PIERSILVIO BERLUSCONI E FEDELE CONFALONIERI

 

  1. MEDIASET: CDA CONVOCATO DOMANI MATTINA PRIMA DELL'ASSEMBLEA

 (ANSA) - Si terrà domani mattina prima dell'assemblea il Cda di Mediaset che deciderà sull'eventuale partecipazione di Simon - la fiduciaria alla quale Vivendi ha assegnato oltre il 19% delle azioni del Biscione - alla stessa assise convocata alle 10, che voterà la fusione della controllata spagnola e l'avvio del processo di costituzione della holding in Olanda, nella quale Mediaset intende concentrare tutte le sue attività e partecipazioni. Lo si apprende da fonti finanziarie ed è praticamente certo che il board del Biscione non autorizzerà, come in passato, il voto di Simon.

 

Mediaset ieri sera, su richiesta della Consob dopo l'esposto di Vivendi, ha pubblicato integralmente sul suo sito l'ordinanza del Tribunale di Milano dopo il ricorso dei francesi, ammessi al voto. Nell'ordinanza il giudice definisce l'attribuzione della quota a Simon "non idonea a realizzare una assoluta segregazione delle azioni Vivendi che superano il 10%" e ricorda che precedentemente aveva valutato come "non abusiva" la scelta del Biscione di bloccare il voto di Simon.

 

bollore de puyfontaine

 

  1. MEDIASET, BATTAGLIA SUL VOTO IL TRUST DI BOLLORÉ STUDIA RICORSI

Francesco Spini per “la Stampa

 

Sale la tensione tra i Berlusconi e monsieur Vincent Bolloré alla vigilia delle assemblee che domani - tra Cologno Monzese e Madrid - saranno chiamate a dare il via libera alla fusione di Mediaset e della sua controllata iberica, Mediaset España, nella nuova Media for Europe (Mfe).

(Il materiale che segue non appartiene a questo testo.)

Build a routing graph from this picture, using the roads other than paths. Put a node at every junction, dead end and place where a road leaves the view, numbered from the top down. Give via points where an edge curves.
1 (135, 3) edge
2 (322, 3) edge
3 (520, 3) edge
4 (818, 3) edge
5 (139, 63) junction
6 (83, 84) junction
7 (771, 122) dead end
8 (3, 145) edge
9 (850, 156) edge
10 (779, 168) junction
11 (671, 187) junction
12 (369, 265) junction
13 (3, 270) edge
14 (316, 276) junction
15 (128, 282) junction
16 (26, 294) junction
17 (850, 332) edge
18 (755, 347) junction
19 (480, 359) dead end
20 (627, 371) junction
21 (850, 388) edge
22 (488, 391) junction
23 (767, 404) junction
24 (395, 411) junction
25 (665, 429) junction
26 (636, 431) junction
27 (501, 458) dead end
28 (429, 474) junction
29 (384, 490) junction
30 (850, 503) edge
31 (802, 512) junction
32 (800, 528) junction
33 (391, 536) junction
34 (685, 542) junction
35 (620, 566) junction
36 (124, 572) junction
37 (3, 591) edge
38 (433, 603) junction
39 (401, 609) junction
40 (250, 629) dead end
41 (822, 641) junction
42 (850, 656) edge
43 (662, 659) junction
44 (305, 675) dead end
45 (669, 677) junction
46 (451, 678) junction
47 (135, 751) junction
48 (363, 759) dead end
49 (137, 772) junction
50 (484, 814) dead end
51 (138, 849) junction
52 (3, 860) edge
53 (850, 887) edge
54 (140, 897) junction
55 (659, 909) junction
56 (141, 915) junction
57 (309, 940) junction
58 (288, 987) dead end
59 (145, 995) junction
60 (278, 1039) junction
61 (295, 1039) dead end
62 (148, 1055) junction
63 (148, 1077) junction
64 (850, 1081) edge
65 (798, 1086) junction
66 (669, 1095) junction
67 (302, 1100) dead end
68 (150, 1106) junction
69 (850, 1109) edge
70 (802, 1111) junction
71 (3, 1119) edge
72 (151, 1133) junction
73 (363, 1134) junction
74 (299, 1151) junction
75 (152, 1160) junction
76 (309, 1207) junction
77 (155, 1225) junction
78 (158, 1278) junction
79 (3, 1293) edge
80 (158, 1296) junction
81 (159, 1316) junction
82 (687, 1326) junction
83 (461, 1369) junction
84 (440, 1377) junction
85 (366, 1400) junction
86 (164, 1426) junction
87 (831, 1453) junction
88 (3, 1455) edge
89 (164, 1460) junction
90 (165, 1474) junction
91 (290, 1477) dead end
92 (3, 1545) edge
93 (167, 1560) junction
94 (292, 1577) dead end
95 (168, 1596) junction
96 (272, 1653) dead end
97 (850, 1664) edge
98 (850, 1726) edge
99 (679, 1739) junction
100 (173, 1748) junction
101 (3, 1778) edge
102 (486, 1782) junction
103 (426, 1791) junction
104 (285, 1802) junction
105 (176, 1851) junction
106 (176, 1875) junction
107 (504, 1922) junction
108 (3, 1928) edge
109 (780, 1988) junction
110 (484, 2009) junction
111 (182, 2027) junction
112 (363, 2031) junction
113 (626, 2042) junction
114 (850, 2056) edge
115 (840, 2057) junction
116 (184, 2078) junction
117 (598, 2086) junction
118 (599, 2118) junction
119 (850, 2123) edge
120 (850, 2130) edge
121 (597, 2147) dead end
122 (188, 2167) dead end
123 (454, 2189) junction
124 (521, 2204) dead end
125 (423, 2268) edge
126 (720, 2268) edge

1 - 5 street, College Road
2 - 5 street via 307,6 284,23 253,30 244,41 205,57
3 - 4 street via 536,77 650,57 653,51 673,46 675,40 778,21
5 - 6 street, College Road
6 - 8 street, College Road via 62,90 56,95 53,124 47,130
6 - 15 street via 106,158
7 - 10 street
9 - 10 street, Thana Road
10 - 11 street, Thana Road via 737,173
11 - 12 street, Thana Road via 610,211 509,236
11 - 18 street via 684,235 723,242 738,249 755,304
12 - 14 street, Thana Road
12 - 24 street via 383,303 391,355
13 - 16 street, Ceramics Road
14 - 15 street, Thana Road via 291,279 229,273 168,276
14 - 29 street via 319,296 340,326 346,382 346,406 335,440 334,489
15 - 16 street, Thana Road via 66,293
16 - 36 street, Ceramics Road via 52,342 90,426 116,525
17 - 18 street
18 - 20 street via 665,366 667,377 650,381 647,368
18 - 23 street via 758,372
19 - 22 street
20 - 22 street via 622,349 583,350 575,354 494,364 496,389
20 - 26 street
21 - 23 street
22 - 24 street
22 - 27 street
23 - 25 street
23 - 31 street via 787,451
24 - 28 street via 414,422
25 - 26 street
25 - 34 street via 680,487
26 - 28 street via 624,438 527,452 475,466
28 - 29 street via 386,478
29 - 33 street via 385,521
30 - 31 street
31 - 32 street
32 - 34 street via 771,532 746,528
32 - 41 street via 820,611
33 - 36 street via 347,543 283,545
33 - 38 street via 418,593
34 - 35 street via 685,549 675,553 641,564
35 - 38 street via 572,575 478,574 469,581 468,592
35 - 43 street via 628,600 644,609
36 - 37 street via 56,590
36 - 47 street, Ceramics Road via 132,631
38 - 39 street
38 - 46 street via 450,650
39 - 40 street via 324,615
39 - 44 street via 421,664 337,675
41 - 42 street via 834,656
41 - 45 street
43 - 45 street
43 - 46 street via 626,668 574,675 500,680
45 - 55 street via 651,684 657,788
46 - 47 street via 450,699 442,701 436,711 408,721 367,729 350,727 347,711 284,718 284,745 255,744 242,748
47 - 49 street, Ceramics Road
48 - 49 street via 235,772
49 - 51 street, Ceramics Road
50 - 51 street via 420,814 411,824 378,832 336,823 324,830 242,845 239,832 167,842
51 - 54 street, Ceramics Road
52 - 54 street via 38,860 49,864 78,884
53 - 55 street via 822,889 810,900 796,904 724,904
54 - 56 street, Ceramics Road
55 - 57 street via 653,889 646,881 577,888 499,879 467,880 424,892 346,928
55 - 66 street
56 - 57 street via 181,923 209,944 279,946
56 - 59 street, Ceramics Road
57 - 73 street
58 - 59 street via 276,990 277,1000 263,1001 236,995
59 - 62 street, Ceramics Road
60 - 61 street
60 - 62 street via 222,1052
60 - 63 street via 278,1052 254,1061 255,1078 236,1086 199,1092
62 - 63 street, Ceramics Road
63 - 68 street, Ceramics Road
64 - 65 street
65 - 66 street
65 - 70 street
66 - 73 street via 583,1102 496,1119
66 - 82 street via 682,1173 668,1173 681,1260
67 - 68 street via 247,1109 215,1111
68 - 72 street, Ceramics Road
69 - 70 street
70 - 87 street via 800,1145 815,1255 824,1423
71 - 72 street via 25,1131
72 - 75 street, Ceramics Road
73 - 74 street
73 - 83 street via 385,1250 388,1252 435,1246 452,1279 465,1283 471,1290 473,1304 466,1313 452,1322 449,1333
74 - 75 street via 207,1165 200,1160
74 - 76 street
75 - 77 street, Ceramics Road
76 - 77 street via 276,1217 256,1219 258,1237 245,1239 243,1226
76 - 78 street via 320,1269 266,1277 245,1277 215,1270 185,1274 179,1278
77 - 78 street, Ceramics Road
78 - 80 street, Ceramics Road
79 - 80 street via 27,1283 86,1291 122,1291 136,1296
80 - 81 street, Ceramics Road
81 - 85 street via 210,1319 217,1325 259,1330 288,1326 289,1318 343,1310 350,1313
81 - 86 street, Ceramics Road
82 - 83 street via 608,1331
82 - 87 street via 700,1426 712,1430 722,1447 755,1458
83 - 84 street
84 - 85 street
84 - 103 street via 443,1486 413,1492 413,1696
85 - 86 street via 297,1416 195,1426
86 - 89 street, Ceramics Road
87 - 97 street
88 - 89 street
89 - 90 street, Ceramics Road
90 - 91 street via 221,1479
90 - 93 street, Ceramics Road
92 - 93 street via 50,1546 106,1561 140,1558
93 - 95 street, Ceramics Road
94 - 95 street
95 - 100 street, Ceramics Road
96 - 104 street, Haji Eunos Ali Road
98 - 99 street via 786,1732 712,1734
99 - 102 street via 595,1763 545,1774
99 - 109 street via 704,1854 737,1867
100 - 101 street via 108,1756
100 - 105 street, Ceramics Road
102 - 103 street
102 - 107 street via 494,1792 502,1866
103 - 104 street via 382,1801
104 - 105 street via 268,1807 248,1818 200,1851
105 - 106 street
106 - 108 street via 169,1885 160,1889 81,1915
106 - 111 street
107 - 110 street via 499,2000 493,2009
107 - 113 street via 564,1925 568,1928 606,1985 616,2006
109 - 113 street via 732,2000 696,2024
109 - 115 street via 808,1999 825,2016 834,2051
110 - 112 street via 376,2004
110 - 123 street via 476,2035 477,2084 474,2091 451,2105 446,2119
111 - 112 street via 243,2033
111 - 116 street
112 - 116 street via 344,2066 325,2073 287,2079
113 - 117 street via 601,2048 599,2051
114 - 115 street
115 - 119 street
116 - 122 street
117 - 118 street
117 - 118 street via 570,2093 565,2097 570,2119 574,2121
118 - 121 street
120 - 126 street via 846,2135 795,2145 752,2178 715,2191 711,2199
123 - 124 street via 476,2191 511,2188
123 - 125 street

Questa avrà sede in Olanda e l' ambizione di divenire un nuovo polo aggregante delle tv in chiaro.

 

Dopo che Vivendi, il gruppo francese guidato dal raider bretone, ha ottenuto dal giudice l' ok a esercitare il diritto di voto col suo 9,61% di Mediaset e ha preannunciato voto contrario, ora anche Simon fa la voce grossa. La fiduciaria cui i francesi, su ordine dell' autorità per le comunicazioni (Agcom), hanno dovuto girare il 19,19% della loro partecipazione che confliggeva con la legge italiana (avendo il 23,9% di Tim, Vivendi non può superare il 10% in Mediaset) vuole a sua volta votare.

 

sede consob

Ma «ritiene di dover attendere la nuova deliberazione del cda» presieduto da Fedele Confalonieri, prima di reagire, riservandosi «all' esito della stessa qualsiasi ulteriore iniziativa». Il cda del Biscione, sulle orme di quanto deciso il 18 aprile, ribadirà con ogni probabilità il suo no all' ammissione della fiduciaria al voto, perché tale pacchetto è stato acquistato - sostengono a Cologno - in spregio a patti e regole. Simon invece ritiene che tale diritto non sia preclusa, dopo l' ordinanza che ha dato disco verde a Vivendi.

 

«I passaggi e la menzione della nostra società effettuati dal giudice nel proprio provvedimento hanno» valenza «meramente argomentativa», scrivono in una nota da Simon. La giudice Amina Simonetti però nella recente ordinanza scrive che «l' esercizio di voto» della quota in mano a Simon «è già paralizzato» dal provvedimento dell' Agcom e da un precedente provvedimento cautelare. Non solo il giudice. Gli stessi avvocati di Vivendi, come si legge nel verbale di prima udienza consultato da questo giornale, sostengono che la domanda di ammissione al voto riguardava il solo 9,61% di Vivendi in quanto la difesa dei francesi «non può che prendere atto della attuale sussistenza del provvedimento di Agcom sulla violazione dell' articolo 43 Tusmar» e «il successivo provvedimento di questo tribunale sul ricorso di Simon del novembre 2018».

 

paolo savona

Se la battaglia legale è destinata a proseguire, in assemblea, invece, l' ad Pier Silvio Berlusconi dovrebbe prevalere senza grandi difficoltà. In Spagna, la quota di controllo di Mediaset rende agevole il via libera. In Italia ci si attende una partecipazione, al netto della quota di Simon, tra il 55 e il 60%. Anche se si arrivasse al 70% per ottenere l' ok a Fininvest, che ha il 45,8%, basterebbe aggiungere uno 0,8%.

 

Perché Vivendi si accanisce in una battaglia assembleare già persa? Secondo qualche osservatore perché vuole affossare il titolo sotto i 2,77 euro del prezzo fissato per il diritto di recesso e far fallire l' operazione Mfe. Finora l' obiettivo è stato mancato: ieri il titolo Mediaset ha chiuso a 2,80 euro, in rialzo dello 0,61%.